Exercise>
Return each line of the records below in which the string "pixels" turns up.

Dataset excerpts>
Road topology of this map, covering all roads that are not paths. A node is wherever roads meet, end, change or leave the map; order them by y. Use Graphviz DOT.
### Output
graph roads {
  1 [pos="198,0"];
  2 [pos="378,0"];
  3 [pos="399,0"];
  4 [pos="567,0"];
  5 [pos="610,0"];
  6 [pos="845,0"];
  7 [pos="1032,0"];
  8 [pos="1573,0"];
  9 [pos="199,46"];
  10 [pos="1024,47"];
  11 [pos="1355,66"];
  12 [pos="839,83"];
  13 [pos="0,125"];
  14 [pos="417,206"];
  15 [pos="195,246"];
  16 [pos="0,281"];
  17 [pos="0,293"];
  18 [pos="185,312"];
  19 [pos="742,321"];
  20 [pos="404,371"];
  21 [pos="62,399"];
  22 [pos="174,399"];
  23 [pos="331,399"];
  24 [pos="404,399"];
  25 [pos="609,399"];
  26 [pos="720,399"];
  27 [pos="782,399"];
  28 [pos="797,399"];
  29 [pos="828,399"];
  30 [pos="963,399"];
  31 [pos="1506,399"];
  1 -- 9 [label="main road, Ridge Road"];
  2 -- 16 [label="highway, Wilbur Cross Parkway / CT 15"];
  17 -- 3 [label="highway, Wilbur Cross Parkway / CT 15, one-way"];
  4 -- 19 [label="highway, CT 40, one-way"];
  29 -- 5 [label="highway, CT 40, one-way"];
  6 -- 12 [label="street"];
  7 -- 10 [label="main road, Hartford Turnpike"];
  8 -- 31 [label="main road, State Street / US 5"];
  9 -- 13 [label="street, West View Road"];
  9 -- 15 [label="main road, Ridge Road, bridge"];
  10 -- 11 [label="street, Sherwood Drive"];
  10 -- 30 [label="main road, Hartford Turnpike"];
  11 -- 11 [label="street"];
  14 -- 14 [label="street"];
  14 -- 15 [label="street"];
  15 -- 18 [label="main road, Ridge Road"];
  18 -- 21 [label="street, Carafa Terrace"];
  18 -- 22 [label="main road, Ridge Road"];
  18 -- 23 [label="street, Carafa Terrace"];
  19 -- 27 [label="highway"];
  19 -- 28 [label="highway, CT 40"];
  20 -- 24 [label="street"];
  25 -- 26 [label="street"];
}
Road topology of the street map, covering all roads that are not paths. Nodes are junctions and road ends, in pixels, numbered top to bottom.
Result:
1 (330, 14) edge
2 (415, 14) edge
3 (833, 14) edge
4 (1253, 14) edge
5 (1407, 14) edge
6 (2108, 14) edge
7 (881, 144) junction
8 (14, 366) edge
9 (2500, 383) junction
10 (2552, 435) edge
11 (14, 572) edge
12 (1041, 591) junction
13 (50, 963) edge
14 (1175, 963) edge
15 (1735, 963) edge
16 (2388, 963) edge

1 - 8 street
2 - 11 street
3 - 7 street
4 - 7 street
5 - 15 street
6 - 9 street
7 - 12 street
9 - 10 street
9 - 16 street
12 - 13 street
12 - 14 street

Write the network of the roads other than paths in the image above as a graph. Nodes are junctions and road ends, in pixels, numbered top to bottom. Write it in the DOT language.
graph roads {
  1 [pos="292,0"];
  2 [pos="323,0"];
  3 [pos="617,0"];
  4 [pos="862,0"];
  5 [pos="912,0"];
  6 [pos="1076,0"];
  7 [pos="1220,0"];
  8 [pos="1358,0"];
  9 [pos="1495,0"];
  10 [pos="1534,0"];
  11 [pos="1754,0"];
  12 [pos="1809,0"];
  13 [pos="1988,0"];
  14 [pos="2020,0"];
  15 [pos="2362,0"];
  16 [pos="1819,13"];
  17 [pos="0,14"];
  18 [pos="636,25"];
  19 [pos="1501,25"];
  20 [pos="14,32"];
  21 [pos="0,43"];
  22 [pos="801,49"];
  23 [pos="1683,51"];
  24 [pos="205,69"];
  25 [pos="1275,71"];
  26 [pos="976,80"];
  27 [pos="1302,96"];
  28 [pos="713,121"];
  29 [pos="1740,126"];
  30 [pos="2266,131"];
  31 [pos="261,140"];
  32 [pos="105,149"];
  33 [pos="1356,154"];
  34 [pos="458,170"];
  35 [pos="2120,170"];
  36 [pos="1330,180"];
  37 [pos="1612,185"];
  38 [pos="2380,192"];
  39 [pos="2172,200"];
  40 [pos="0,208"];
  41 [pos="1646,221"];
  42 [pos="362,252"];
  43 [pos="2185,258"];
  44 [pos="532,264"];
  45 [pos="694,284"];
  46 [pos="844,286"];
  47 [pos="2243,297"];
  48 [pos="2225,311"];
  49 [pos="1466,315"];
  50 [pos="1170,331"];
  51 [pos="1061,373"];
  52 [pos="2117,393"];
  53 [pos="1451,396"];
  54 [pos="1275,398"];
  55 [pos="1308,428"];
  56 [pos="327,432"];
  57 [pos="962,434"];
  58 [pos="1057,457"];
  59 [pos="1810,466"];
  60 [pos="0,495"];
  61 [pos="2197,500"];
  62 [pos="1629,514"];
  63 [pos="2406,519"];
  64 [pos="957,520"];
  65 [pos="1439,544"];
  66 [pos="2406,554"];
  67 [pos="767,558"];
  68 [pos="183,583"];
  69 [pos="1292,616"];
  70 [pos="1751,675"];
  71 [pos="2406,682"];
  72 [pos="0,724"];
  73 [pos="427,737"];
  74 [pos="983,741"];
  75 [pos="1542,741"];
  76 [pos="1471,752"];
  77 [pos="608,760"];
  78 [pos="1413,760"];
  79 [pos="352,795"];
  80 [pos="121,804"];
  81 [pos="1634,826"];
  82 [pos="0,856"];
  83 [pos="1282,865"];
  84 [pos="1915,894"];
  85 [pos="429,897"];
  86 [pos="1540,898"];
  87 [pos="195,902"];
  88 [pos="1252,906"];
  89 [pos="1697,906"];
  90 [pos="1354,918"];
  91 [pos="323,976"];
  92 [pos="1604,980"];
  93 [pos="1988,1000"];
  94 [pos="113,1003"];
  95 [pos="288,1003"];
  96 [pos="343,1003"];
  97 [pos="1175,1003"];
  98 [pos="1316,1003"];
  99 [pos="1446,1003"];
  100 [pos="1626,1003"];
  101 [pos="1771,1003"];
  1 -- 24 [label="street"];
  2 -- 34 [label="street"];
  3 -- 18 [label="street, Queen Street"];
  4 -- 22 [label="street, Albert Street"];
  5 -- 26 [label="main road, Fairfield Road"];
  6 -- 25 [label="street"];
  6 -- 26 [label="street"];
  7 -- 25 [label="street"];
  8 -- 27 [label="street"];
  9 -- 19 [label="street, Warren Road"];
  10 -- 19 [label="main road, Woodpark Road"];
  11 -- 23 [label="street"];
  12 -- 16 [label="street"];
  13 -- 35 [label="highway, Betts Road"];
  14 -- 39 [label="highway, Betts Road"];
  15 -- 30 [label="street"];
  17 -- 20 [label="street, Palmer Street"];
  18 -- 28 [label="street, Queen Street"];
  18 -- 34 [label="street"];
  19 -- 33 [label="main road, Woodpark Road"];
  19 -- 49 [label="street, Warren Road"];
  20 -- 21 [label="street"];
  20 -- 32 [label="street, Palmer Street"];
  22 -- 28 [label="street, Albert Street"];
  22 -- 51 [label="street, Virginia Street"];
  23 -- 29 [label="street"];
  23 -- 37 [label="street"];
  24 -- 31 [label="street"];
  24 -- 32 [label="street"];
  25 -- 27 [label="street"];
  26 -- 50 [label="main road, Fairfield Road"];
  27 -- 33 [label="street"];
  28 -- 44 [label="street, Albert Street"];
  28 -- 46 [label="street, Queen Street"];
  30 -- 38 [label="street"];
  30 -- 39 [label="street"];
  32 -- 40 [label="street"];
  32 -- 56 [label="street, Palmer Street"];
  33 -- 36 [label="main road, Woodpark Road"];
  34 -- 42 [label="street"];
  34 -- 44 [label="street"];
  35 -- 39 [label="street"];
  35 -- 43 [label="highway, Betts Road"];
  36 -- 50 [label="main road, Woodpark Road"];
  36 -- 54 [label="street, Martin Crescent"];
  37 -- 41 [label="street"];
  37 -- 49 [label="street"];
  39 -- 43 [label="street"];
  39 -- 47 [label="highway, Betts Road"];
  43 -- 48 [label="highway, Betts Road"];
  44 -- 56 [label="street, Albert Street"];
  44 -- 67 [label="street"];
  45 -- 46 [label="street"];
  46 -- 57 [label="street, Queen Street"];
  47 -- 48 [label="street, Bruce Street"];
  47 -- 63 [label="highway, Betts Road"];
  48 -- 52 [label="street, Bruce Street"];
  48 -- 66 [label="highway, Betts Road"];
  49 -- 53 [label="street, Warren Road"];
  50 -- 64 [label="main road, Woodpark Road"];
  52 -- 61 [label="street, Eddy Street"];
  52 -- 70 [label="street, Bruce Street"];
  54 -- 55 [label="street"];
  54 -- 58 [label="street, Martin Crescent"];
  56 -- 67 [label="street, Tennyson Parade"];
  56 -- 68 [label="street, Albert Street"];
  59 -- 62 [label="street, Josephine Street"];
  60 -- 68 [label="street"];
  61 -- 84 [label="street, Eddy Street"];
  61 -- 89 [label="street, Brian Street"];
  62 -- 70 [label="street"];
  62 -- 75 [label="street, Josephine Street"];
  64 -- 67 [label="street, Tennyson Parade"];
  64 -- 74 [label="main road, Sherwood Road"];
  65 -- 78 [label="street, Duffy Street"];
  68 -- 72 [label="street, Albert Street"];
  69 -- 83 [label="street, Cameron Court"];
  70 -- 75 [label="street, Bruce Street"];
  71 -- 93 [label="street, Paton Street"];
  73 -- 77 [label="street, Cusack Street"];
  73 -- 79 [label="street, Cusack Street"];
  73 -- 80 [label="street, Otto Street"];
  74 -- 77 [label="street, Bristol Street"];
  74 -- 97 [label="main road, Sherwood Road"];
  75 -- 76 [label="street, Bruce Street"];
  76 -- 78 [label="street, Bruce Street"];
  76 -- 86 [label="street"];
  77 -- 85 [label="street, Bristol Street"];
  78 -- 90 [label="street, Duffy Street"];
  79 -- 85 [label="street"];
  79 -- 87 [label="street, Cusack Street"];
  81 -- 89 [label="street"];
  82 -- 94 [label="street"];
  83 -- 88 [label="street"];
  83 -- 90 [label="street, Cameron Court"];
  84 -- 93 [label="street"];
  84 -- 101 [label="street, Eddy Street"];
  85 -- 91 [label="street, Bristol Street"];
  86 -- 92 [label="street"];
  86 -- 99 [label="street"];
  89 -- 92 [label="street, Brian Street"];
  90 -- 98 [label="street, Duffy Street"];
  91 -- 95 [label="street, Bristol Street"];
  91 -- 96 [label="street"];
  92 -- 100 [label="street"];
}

Completed task>
Road topology of the street map, covering all roads that are not paths. Nodes are junctions and road ends, in pixels, numbered top to bottom.
Write the network of the roads other than paths in the image above as a graph. Nodes are junctions and road ends, in pixels, numbered top to bottom. Write it in the DOT language.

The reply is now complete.